> [LISTED ENTRIES]:
########################################
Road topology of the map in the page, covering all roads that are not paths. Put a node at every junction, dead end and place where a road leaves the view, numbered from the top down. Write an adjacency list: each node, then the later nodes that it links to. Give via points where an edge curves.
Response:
########################################
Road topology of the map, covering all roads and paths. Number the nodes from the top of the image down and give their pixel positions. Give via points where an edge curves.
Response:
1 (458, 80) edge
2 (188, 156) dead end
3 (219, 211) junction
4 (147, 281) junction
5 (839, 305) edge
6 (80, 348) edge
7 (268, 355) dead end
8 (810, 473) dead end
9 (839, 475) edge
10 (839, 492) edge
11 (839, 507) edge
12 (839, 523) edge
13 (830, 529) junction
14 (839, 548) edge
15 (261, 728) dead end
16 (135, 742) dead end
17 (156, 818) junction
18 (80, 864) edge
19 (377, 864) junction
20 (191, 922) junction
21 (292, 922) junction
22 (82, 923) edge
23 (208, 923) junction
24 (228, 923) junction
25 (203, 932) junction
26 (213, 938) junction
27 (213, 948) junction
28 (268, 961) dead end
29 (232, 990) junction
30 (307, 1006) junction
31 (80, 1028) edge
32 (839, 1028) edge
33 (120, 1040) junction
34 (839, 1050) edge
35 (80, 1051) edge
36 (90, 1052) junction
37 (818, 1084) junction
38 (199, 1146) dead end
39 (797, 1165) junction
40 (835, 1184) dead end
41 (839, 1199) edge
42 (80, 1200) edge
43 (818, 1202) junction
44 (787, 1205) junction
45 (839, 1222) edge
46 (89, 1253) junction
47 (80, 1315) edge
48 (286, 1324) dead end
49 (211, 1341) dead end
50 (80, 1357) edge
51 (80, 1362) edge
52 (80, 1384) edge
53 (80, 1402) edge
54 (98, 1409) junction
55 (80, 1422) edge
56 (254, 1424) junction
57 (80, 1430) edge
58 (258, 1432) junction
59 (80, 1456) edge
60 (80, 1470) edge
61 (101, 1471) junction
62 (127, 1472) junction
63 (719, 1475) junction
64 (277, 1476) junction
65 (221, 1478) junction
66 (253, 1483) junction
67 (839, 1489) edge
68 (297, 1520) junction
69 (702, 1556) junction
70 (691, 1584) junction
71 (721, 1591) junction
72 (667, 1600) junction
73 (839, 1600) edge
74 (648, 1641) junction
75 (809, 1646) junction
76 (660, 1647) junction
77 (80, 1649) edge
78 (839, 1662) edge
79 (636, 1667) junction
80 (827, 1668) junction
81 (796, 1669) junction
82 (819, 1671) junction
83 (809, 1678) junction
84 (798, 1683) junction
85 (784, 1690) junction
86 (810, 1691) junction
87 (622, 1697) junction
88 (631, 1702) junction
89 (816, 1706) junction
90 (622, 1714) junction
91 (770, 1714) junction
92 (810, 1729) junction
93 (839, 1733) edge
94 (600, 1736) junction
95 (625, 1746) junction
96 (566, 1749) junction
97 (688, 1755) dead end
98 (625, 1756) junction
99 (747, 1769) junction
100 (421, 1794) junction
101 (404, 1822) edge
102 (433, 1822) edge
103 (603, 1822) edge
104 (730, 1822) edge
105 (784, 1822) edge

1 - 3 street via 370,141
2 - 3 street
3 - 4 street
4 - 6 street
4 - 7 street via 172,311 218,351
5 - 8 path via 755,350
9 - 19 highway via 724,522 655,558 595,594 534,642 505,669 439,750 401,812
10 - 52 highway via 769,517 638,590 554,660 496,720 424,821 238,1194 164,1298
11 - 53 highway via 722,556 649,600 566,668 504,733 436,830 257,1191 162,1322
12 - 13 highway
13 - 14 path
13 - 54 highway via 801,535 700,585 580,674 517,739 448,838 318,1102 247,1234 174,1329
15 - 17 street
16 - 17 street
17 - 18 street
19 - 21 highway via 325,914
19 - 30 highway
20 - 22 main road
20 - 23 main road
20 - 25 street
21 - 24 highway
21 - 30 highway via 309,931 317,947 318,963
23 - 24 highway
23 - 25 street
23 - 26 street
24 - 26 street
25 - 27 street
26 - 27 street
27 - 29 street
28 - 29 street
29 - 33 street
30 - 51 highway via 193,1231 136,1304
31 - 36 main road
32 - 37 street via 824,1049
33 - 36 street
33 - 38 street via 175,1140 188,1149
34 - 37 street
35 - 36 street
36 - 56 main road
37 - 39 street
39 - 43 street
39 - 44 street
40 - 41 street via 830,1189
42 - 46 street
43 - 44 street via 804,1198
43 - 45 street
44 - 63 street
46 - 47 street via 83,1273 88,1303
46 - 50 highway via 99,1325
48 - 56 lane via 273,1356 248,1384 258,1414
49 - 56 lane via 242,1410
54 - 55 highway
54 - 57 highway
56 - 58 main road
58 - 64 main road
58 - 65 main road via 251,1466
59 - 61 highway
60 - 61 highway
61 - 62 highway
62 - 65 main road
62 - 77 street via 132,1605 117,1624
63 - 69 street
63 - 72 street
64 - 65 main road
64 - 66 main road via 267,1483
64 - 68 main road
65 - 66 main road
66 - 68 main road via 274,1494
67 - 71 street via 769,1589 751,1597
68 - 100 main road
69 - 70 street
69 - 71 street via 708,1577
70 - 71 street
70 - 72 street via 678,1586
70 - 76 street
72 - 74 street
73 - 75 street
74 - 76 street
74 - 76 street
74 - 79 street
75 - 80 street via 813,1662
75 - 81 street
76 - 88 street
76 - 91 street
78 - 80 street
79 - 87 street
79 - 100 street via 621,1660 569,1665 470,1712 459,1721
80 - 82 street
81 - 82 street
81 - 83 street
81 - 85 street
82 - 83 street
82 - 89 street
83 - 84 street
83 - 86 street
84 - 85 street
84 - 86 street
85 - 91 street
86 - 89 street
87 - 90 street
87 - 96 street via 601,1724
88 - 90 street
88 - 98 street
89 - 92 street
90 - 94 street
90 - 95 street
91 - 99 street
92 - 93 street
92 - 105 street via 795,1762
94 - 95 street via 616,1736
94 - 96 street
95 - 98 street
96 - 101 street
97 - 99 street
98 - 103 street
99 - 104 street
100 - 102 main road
########################################
Copy all lines of the preceding data that hold the word "where".

Road topology of the map in the page, covering all roads that are not paths. Put a node at every junction, dead end and place where a road leaves the view, numbered from the top down. Write an adjacency list: each node, then the later nodes that it links to. Give via points where an edge curves.
Road topology of the map, covering all roads and paths. Number the nodes from the top of the image down and give their pixel positions. Give via points where an edge curves.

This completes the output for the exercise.